Antes do filme “Matrix” e do ambiente virtual Second Life, a ideia do Metaverso foi popularizada por Neal Stephenson no romance “Snow Crash”, de 1992. Em um cenário do futuro, com corporações agindo como estados, as pessoas com melhor situação financeira ou acesso às tecnologias mais recentes também estão presentes em um mundo virtual online e em três dimensões. Na Terra, com mais de 6 bilhões de habitantes, apenas 120 milhões estão no plano digital.

“Então Hiro na verdade não está ali. Ele está em um universo gerado por computador que seu computador está desenhando em seus óculos e bombeando para dentro de seus fones de ouvido. Na gíria, este lugar imaginário é conhecido como o Metaverso. Hiro passa um bocado de tempo no Metaverso.” (STEPHENSON, 1992, p. 35)

O jovem entregador de pizzas Hiro também é hacker e obtém uma renda extra roubando segredos e informações no Metaverso. Desta forma, o digital permite ir além da carne para o protagonista utilizar todo seu potencial, modelo para narrativas como “Matrix” e “Jogador Nº 1”. Além de definir o termo, a sátira ficcional também provoca sobre as consequências destas ideias, posteriormente utilizadas pelas empresas de tecnologia.

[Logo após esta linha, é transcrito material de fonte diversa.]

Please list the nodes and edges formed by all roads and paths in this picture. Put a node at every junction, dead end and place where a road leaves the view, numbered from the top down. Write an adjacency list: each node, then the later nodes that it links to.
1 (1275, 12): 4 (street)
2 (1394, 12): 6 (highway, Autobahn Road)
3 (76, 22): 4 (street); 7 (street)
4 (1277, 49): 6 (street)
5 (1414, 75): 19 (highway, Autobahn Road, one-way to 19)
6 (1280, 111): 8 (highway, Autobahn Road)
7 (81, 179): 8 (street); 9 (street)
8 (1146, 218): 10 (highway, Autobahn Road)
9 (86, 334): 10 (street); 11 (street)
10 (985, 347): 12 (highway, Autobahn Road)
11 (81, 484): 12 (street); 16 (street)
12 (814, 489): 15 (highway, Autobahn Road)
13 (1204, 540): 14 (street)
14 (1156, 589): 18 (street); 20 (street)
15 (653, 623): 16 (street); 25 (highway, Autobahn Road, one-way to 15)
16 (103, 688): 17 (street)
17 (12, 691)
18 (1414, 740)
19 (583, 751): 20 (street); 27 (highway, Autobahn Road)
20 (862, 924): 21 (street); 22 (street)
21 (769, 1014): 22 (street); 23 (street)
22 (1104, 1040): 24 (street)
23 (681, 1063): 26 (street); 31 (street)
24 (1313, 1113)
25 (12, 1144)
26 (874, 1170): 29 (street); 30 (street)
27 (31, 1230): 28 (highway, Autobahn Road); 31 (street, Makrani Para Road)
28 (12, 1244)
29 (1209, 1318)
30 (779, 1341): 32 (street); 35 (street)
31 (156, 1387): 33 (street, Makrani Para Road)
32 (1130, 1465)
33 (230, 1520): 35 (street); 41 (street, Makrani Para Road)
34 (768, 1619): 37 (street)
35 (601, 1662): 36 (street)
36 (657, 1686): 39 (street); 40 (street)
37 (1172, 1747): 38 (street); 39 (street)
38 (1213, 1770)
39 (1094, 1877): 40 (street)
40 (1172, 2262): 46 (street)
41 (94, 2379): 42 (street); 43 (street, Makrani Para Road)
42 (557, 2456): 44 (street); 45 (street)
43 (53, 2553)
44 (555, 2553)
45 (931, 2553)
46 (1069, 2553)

Sobretudo na última década, aparelhos de realidade virtual que eram experiências para poucos laboratórios tornaram-se periféricos disponíveis em diversas lojas e conectados com os videogames. Jogos e aplicativos cada vez mais são desenvolvidos para atrair usuários em universos controlados por empresas. A internet clássica, organizada por estruturas abertas, aos poucos é substituída pela publicação dentro de regras específicas de sistemas operacionais e suas lojas virtuais.

Na linha de pesquisadores como José van Dijck e Tarleton Gillespie, intrigados com a “plataformização” da comunicação digital, Juan Carlos Miguel de Bustos e Jessica Izquierdo-Castillo alertam para a forma como o grupo de empresas conhecido como GAFAM direciona os rumos da nossa sociedade. Google, Apple, Facebook, Amazon e Microsoft atraem o público para os seus ecossistemas através dos seus mais diversos tentáculos, sejam eles serviços ou aparelhos. Empresas que no passado rivalizavam com outras sediadas na mesma cidade ou país competem contra forças globais.

A Meta lidera no segmento da realidade virtual. Os projetos da Alphabet (controladora do Google) na área não são sólidos e a Amazon opta por oferecer servidores para armazenamento de dados, enquanto a Microsoft direciona esforços para soluções corporativas. Silenciosamente, a Apple olha para o mercado no seu ritmo, utilizando a realidade aumentada para pouco a pouco mostrar ao público as novas possibilidades. Quando seu visor for lançado, a base de desenvolvedores terá mais experiência e, por consequência, mais aplicativos disponíveis, provocando o desejo pelas experiências.

Neste jogo de War baseado em inovações e movimentos econômicos, Sony e HTC são ameaças para Mark Zuckerberg, mas seus aparelhos ainda não atingiram o nível de facilidade de uso, bem como o de vendas, do Quest 2. Em menos de uma década, experiências que demandavam um bom computador e diversos cabos e sensores em sincronia foram substituídos por um visor que dispensa até mesmo joysticks, disponível por US$ 299.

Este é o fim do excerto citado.